We can play it safe, or play it cool

It’s a funny way, to make ends meet,
when the lights are out on every street,
It feels alright, but never complete,
without you,
(…)
We can play it safe, or play it cool,
follow the leader, or make up all the rules,
whatever you want, the choice is yours,
So choose.

Faz uns cem anos eu levava palavras pra passear e há quinhentos me enrolava nelas. De duas semanas pra cá são vinte cafés e achar o caminho com o nariz pelas ruas do centro, farejando esquinas de portas pequenas e namorando a loja da Alfândega que afinal comprei inteira com todos os temperos.

Venho esbarrando nos homens de terno que não são tão bonitos aqui como lá e pensando em coisas verdes, amarelas, magrelas, morenas, deliciosas, cantando no metrô para espanto certo dos transeuntes, ouvindo cantadas gaiatas ditas sem baba na boca e fazendo ouvidos de mercador na rua do ouvidor.

Seguir horários é mais fácil do que eu pensava, tudo me obedece até o estômago até o sono, consigo não ser inconveniente nem inconveniada na gritaria dos cor-de-rosa e estudar betume e soja com desenvoltura.

Mais ainda, meus estrangeiros agora vêm de perto e passeiam por ruínas da cidade, passeiam pelo chiquê dos restaurantes, até em borboletários se metem e eu atravesso incólume quase sem que as borboletas me toquem o estômago, orgulho de mim, intrépida. Não sei muito bem o que fazer com as crianças, bichinhos esquisitos.

Agora o barulho da máquina de escrever me lembrou daquela pasta de manuscritos guardada embaixo do colchão, não sei se um dia a resgato. Lembro de passagens em que a jovem se perguntava se um dia ia conseguir como se dar inteira sem rasgar pela metade ou algo assim, uma bobagem romântica, e eu cartesianamente descubro que é sempre metade que vai, sempre um pedaço pequeno, uma isca, esperando resgatar um todo que nunca chega.

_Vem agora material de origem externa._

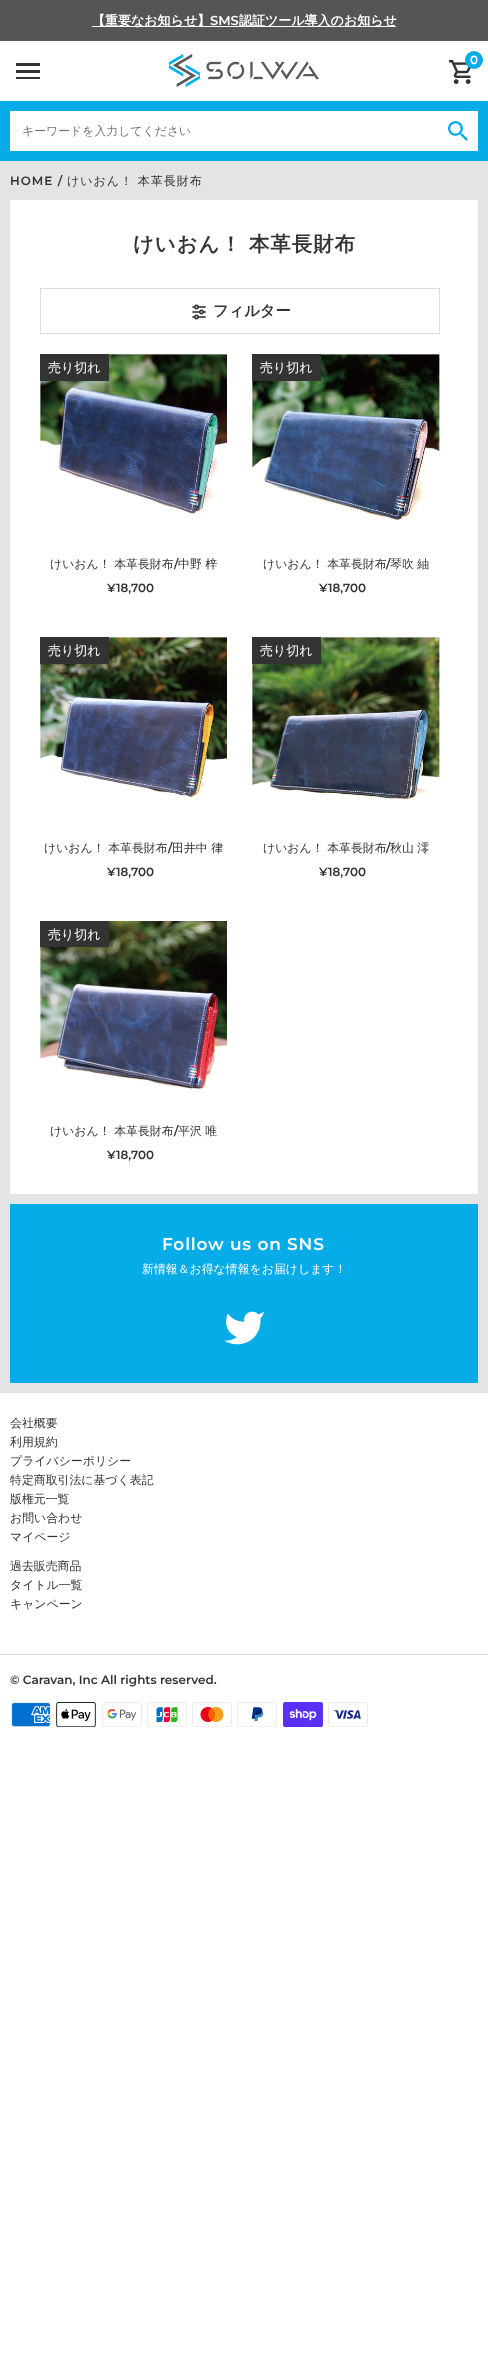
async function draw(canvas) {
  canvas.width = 488
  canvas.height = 2361
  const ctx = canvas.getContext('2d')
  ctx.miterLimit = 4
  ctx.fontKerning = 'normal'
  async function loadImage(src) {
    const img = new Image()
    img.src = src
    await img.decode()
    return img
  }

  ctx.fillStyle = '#fff'
  ctx.fillRect(0, 0, 488, 2361)
  ctx.fillStyle = '#e4e4e4'
  ctx.fillRect(0, 161, 488, 1232)
  ctx.fillStyle = '#555'
  ctx.fillRect(0, 0, 488, 41)
  ctx.fillStyle = '#fff'
  ctx.fillRect(92, 26, 304, 1)
  ctx.font = 'bold 13px WenQuanYi Zen Hei'
  ctx.fillText('【重要なお知らせ】', 92, 25)
  ctx.font = '100 13px Montserrat'
  ctx.fillText('SMS', 210, 25)
  ctx.font = 'bold 13px WenQuanYi Zen Hei'
  ctx.fillText('認証ツール導入のお知らせ', 239, 25)
  ctx.drawImage(await loadImage('image0.png'), 169, 54, 150, 33)
  ctx.drawImage(await loadImage('image1.png'), 449, 60, 22, 24)
  ctx.fillStyle = '#06ace8'
  ctx.beginPath()
  ctx.arc(474, 60, 9, 0, 2 * Math.PI)
  ctx.fill()
  ctx.font = '100 11.9px Montserrat'
  ctx.fillStyle = '#fff'
  ctx.fillText('0', 470, 64)
  ctx.fillStyle = '#333'
  ctx.fillRect(16, 77, 24, 2)
  ctx.fillRect(16, 70, 24, 3)
  ctx.fillRect(16, 63, 24, 3)
  ctx.fillStyle = '#06ace8'
  ctx.fillRect(0, 101, 488, 60)
  ctx.fillStyle = '#fff'
  ctx.fillRect(10, 111, 468, 40)
  ctx.font = '500 11.9px WenQuanYi Zen Hei'
  ctx.fillStyle = '#757575'
  ctx.fillText('キーワードを入力してください', 22, 135)
  ctx.drawImage(await loadImage('image2.png'), 448, 121, 20, 20)
  ctx.letterSpacing = '1px'
  ctx.font = '100 12px Montserrat'
  ctx.fillStyle = '#333'
  ctx.fillText('HOME /', 10, 185)
  ctx.font = '500 12px WenQuanYi Zen Hei'
  ctx.fillText('けいおん！ 本革長財布', 67, 185)
  ctx.fillStyle = '#fff'
  ctx.fillRect(10, 200, 468, 994)
  ctx.font = 'bold 20.4px WenQuanYi Zen Hei'
  ctx.fillStyle = '#333'
  ctx.fillText('けいおん！ 本革長財布', 133, 251)
  ctx.strokeStyle = '#ddd'
  ctx.strokeRect(40.5, 288.5, 399, 45)
  ctx.drawImage(await loadImage('image3.png'), 192, 304, 14, 16)
  ctx.letterSpacing = '0px'
  ctx.font = 'bold 15.25px WenQuanYi Zen Hei'
  ctx.fillText('フィルター', 213, 316)
  ctx.drawImage(await loadImage('image4.png'), 40, 354, 187, 161)
  ctx.fillRect(40, 354, 69, 27)
  ctx.font = '500 13px WenQuanYi Zen Hei'
  ctx.fillStyle = '#fff'
  ctx.fillText('売り切れ', 48, 372)
  ctx.font = '500 11.9px WenQuanYi Zen Hei'
  ctx.fillStyle = '#333'
  ctx.fillText('けいおん！ 本革長財布', 50, 568)
  ctx.font = '100 11.9px Montserrat'
  ctx.fillText('/', 174, 568)
  ctx.font = '500 11.9px WenQuanYi Zen Hei'
  ctx.fillText('中野 梓', 178, 568)
  ctx.font = '100 11.9px Montserrat'
  ctx.fillText('¥18,700', 107, 592)
  ctx.drawImage(await loadImage('image5.png'), 252, 354, 188, 167)
  ctx.fillRect(252, 354, 69, 27)
  ctx.font = '500 13px WenQuanYi Zen Hei'
  ctx.fillStyle = '#fff'
  ctx.fillText('売り切れ', 260, 372)
  ctx.font = '500 11.9px WenQuanYi Zen Hei'
  ctx.fillStyle = '#333'
  ctx.fillText('けいおん！ 本革長財布', 263, 568)
  ctx.font = '100 11.9px Montserrat'
  ctx.fillText('/', 386, 568)
  ctx.font = '500 11.9px WenQuanYi Zen Hei'
  ctx.fillText('琴吹 紬', 390, 568)
  ctx.font = '100 11.9px Montserrat'
  ctx.fillText('¥18,700', 319, 592)
  ctx.drawImage(await loadImage('image6.png'), 40, 637, 187, 162)
  ctx.fillRect(40, 637, 69, 27)
  ctx.font = '500 13px WenQuanYi Zen Hei'
  ctx.fillStyle = '#fff'
  ctx.fillText('売り切れ', 48, 655)
  ctx.font = '500 11.9px WenQuanYi Zen Hei'
  ctx.fillStyle = '#333'
  ctx.fillText('けいおん！ 本革長財布', 44, 852)
  ctx.font = '100 11.9px Montserrat'
  ctx.fillText('/', 168, 852)
  ctx.font = '500 11.9px WenQuanYi Zen Hei'
  ctx.fillText('田井中 律', 172, 852)
  ctx.font = '100 11.9px Montserrat'
  ctx.fillText('¥18,700', 107, 876)
  ctx.drawImage(await loadImage('image7.png'), 252, 637, 188, 163)
  ctx.fillRect(252, 637, 69, 27)
  ctx.font = '500 13px WenQuanYi Zen Hei'
  ctx.fillStyle = '#fff'
  ctx.fillText('売り切れ', 260, 655)
  ctx.font = '500 11.9px WenQuanYi Zen Hei'
  ctx.fillStyle = '#333'
  ctx.fillText('けいおん！ 本革長財布', 263, 852)
  ctx.font = '100 11.9px Montserrat'
  ctx.fillText('/', 386, 852)
  ctx.font = '500 11.9px WenQuanYi Zen Hei'
  ctx.fillText('秋山 澪', 390, 852)
  ctx.font = '100 11.9px Montserrat'
  ctx.fillText('¥18,700', 319, 876)
  ctx.drawImage(await loadImage('image8.png'), 40, 921, 187, 169)
  ctx.fillRect(40, 921, 69, 26)
  ctx.font = '500 13px WenQuanYi Zen Hei'
  ctx.fillStyle = '#fff'
  ctx.fillText('売り切れ', 48, 939)
  ctx.font = '500 11.9px WenQuanYi Zen Hei'
  ctx.fillStyle = '#333'
  ctx.fillText('けいおん！ 本革長財布', 50, 1135)
  ctx.font = '100 11.9px Montserrat'
  ctx.fillText('/', 174, 1135)
  ctx.font = '500 11.9px WenQuanYi Zen Hei'
  ctx.fillText('平沢 唯', 178, 1135)
  ctx.font = '100 11.9px Montserrat'
  ctx.fillText('¥18,700', 107, 1159)
  ctx.fillStyle = '#06ace8'
  ctx.fillRect(10, 1204, 468, 179)
  ctx.letterSpacing = '0.8px'
  ctx.font = '100 17px Montserrat'
  ctx.fillStyle = '#fff'
  ctx.fillText('Follow us on SNS', 162, 1250)
  ctx.letterSpacing = '0px'
  ctx.font = '500 11.9px WenQuanYi Zen Hei'
  ctx.fillText('新情報＆お得な情報をお届けします！', 142, 1273)
  ctx.drawImage(await loadImage('image9.png'), 224, 1311, 40, 34)
  ctx.fillStyle = '#333'
  ctx.fillText('会社概要', 10, 1427)
  ctx.fillText('利用規約', 10, 1446)
  ctx.fillText('プライバシーポリシー', 10, 1465)
  ctx.fillText('特定商取引法に基づく表記', 10, 1484)
  ctx.fillText('版権元一覧', 10, 1503)
  ctx.fillText('お問い合わせ', 10, 1522)
  ctx.fillText('マイページ', 10, 1541)
  ctx.fillText('過去販売商品', 10, 1570)
  ctx.fillText('タイトル一覧', 10, 1589)
  ctx.fillText('キャンペーン', 10, 1608)
  ctx.fillStyle = '#ddd'
  ctx.fillRect(0, 1654, 488, 1)
  ctx.font = '100 12px Montserrat'
  ctx.fillStyle = '#333'
  ctx.fillText('© Caravan, Inc All rights reserved.', 10, 1684)
  ctx.drawImage(await loadImage('image10.png'), 11, 1702, 40, 25)
  ctx.drawImage(await loadImage('image11.png'), 56, 1702, 40, 25)
  ctx.drawImage(await loadImage('image12.png'), 102, 1702, 40, 25)
  ctx.drawImage(await loadImage('image13.png'), 147, 1702, 40, 25)
  ctx.drawImage(await loadImage('image14.png'), 192, 1702, 40, 25)
  ctx.drawImage(await loadImage('image15.png'), 237, 1702, 40, 25)
  ctx.drawImage(await loadImage('image16.png'), 283, 1702, 40, 25)
  ctx.drawImage(await loadImage('image17.png'), 328, 1702, 40, 25)
}

draw(document.querySelector('canvas'))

Reconhecer incompletude incomoda mais que comer borboleta, mais que tropeçar em pedra portuguesa.

Vai ver estão certos, sou um pouco doida.

Coração ligado, beat acelerado

Ela é a pessoa mais volúvel que eu conheço. Ela não sossega, fica olhando pros lados, sem saber ainda se quer ser toda má Betty Davis, ou Audrey tomando sorvete em Roma. Quando anda nas ruas vai pensando na cena do filme ruim brasileiro que viu, a cena era boa, a moça muito descolê num balanço no meio de seu loft-estúdio de pé-direito muito alto, balançando e falando pro mocinho recém-reencontrado – paquera de adolescência, década e meia depois -, contando que foi voluntária na África, depois modelo em Nova Iorque, cansou e foi pra Paris e agora é artista aqui, aí dá impulso e abraça o rapaz com as pernas, se pendura nele, uma cena bonita. Ela pensa em quem queria abraçar com as pernas e quase não consegue contar todos mas também quase não tem perna pro melhor de todos, dá-se um jeito, polvo em polvorosa. Ela dá um gole na vodka e lembra de novo que nos filmes as pessoas bebem pouco, o truque da sedução envolve sempre um copo meio cheio, melhor assim, prefere beber pouco. Ela enumera de memória as histórias que tem pra contar reprimindo a vontade repentina de se passar por outra.

Alice não me escreva aquela carta de amor

Diário pra mim tem jeito de rebarba de caderno espiral. Sempre arranco o que a ridícula de meses atrás escreveu. Não sabia nada, coitada. No blog ao menos me obrigo a ser críptica, tentar parecer inteligente, me preservar, mandar recados escondidos a mim mesma, dedicar sentimentos anos depois – viu? aquele Matisse é de quando você me esqueceu – ou entregar meus segredos a outros na forma de links para três declarações de amor aleatórias seguidas. Mesmo assim, os posts não nascem no teclado quase nunca, e sim em cadernos espirais, numa caligrafia que, se tivesse sido usada num diário, garantiria a hermeticidade por si só.